Pablo Yuste, diretor do escritório humanitário da Aecid, explicou a "El País" que "a sensação na cidade é de aparente normalidade" e que os responsáveis pela saúde locais haviam pedido medicamentos para pacientes crônicos e com câncer. "Faltava de tudo, mas já receberam ajuda de alguns países, como Catar e Turquia, e por enquanto a situação melhorou", disse Yuste. Inclusive no hospital de traumatologia, onde se recuperam vários feridos no ataque de um arsenal na última sexta-feira, que deixou 32 mortos. A Aecid prevê realizar novas remessas de ajuda.
Zapatero apoia reforma sem castigar autocratas
"A Espanha quase não tem interesses econômicos neste país, por isso posso lhes falar com toda a liberdade", disse Zapatero aos representantes da sociedade civil tunisiana na última quarta-feira. A frase também vale ao contrário: a Espanha tem fortes interesses em Catar e Emirados Árabes Unidos - duas monarquias petrolíferas nas quais Zapatero colheu na semana passada bilhões em contratos e investimentos -, por isso não pode se expressar livremente.
O contraste entre a visita à Tunísia e o giro pelo golfo Pérsico parece uma demonstração de cinismo político. Fontes do governo negam totalmente. A visita a Catar e aos Emirados estava planejada há meses, enquanto a da Tunísia foi improvisada em apoio à frágil transição. "É verdade que não há democracia no Golfo, mas nem todos os regimes são iguais. Em Catar ou nos Emirados se respeitam os direitos humanos, e o primeiro abriga um meio de comunicação perfeitamente homologável aos ocidentais como a Al Jazira", alegam.
Catar ou Emirados não são tão repressivos quanto a Arábia Saudita, mas com esta última o Conselho de Ministros aprovou na última sexta-feira um acordo de cooperação policial. A ameaça da Al Qaeda ou a luta contra a imigração ilegal ainda servem de desculpa para colaborar com regimes autocráticos.
Reorientar os fundos
A onda de revoltas no mundo árabe está obrigando a diplomacia espanhola, e a europeia, a revisar suas relações com essa região. A viagem de Zapatero à Tunísia é um primeiro passo. "Trata-se de respaldar as reformas com apoio político, técnico e econômico."

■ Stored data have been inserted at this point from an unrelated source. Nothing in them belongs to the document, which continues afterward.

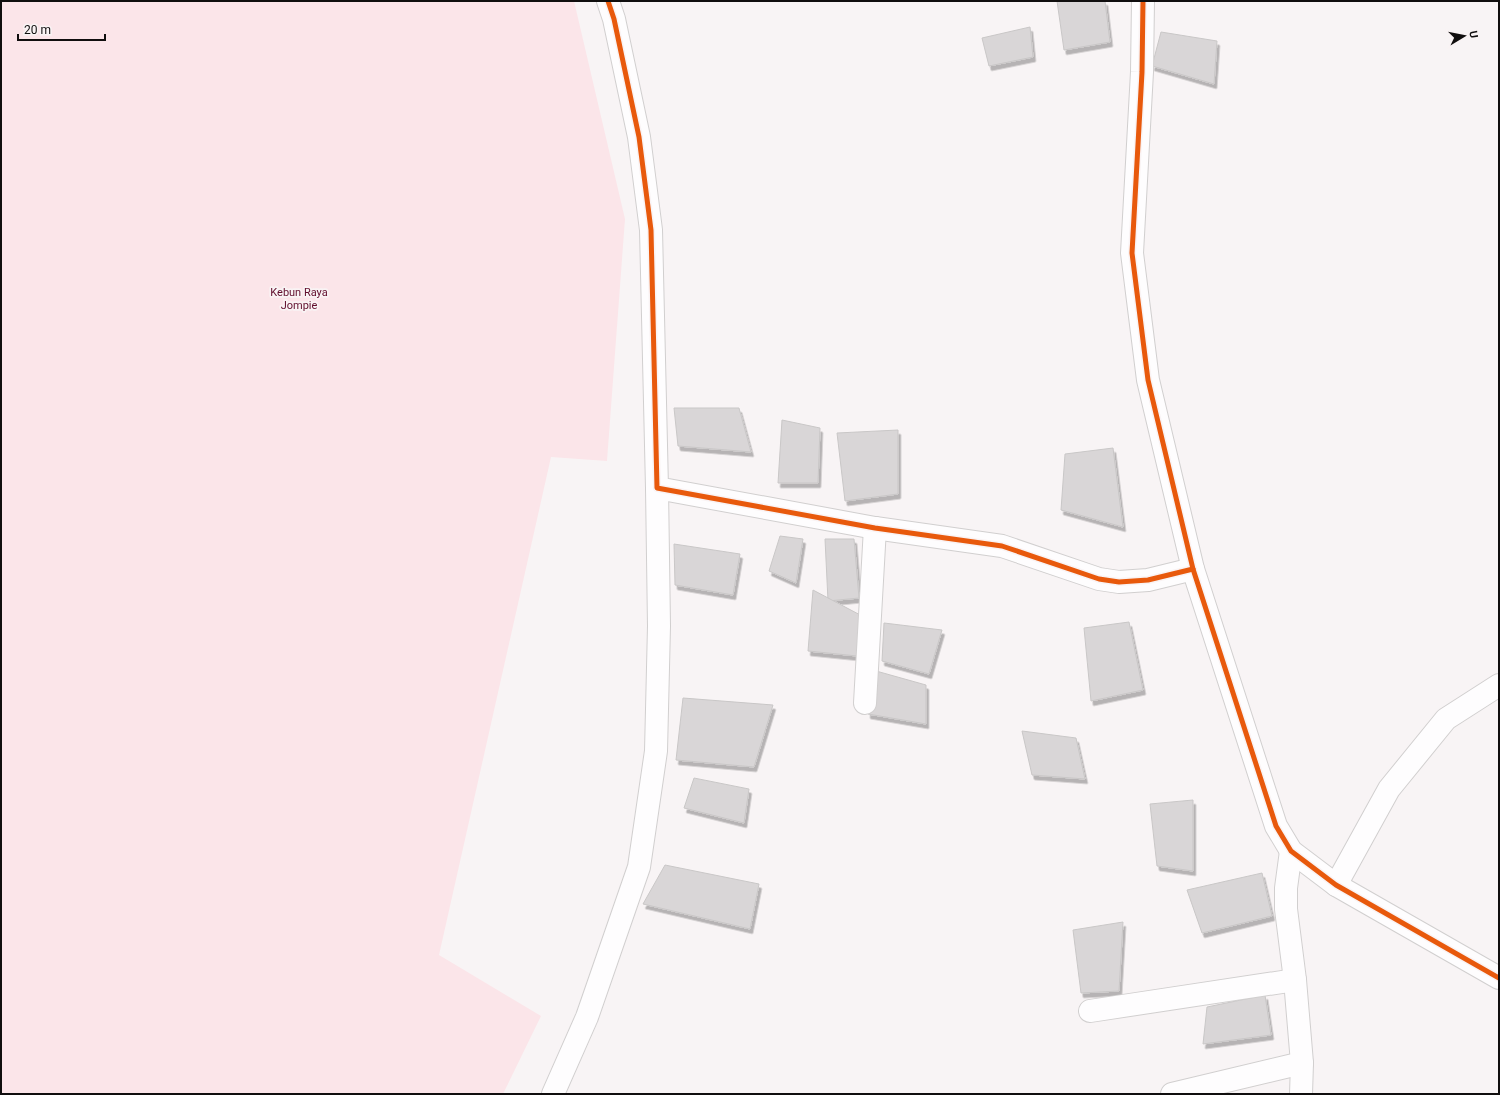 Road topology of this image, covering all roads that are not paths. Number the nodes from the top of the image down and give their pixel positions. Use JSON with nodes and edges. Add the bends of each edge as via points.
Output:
{"nodes":[{"id":1,"x":608,"y":1,"type":"edge"},
{"id":2,"x":1143,"y":1,"type":"edge"},
{"id":3,"x":657,"y":488,"type":"junction"},
{"id":4,"x":875,"y":528,"type":"junction"},
{"id":5,"x":1193,"y":569,"type":"junction"},
{"id":6,"x":1499,"y":685,"type":"edge"},
{"id":7,"x":865,"y":703,"type":"dead end"},
{"id":8,"x":1292,"y":851,"type":"junction"},
{"id":9,"x":1336,"y":885,"type":"junction"},
{"id":10,"x":1499,"y":978,"type":"edge"},
{"id":11,"x":1295,"y":980,"type":"junction"},
{"id":12,"x":1090,"y":1011,"type":"dead end"},
{"id":13,"x":1302,"y":1063,"type":"junction"},
{"id":14,"x":553,"y":1094,"type":"edge"},
{"id":15,"x":1172,"y":1094,"type":"edge"},
{"id":16,"x":1301,"y":1094,"type":"edge"}],
"edges":[{"from":1,"to":3,"type":"street","via":[[640,137],[651,230]]},
{"from":2,"to":5,"type":"street","via":[[1142,72],[1132,253],[1148,380]]},
{"from":3,"to":4,"type":"street"},
{"from":3,"to":14,"type":"street","via":[[659,626],[656,751],[639,867],[587,1017]]},
{"from":4,"to":5,"type":"street","via":[[1002,546],[1099,579],[1119,582],[1148,580]]},
{"from":4,"to":7,"type":"street"},
{"from":5,"to":8,"type":"street","via":[[1276,826]]},
{"from":6,"to":9,"type":"street","via":[[1446,719],[1389,789]]},
{"from":8,"to":9,"type":"street"},
{"from":8,"to":11,"type":"street","via":[[1286,888],[1286,909]]},
{"from":9,"to":10,"type":"street"},
{"from":11,"to":12,"type":"street"},
{"from":11,"to":13,"type":"street"},
{"from":13,"to":15,"type":"street"},
{"from":13,"to":16,"type":"street"}]}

A Espanha prometeu créditos no valor de 300 milhões de euros em três anos, mas trata-se de comprometer o conjunto da UE. "Os fundos europeus devem ser reorientados para que sirvam à construção do Estado de direito, com programas de fortalecimento das instituições", explicam as mesmas fontes. É preciso concluir o quanto antes o acordo de associação privilegiada da UE com Túnis e ampliar os créditos do Banco Europeu de Investimentos (BID), que prevê dedicar até 6 bilhões de euros à região até 2013. A Espanha não aprova, entretanto, a ideia de David Cameron de condicionar a concessão de verbas europeias à aprovação de reformas e à verificação de seu cumprimento. "Devemos premiar os que empreenderem reformas, mas não castigar os que não as fizerem. O contrário seria uma ingerência", afirmam as fontes consultadas.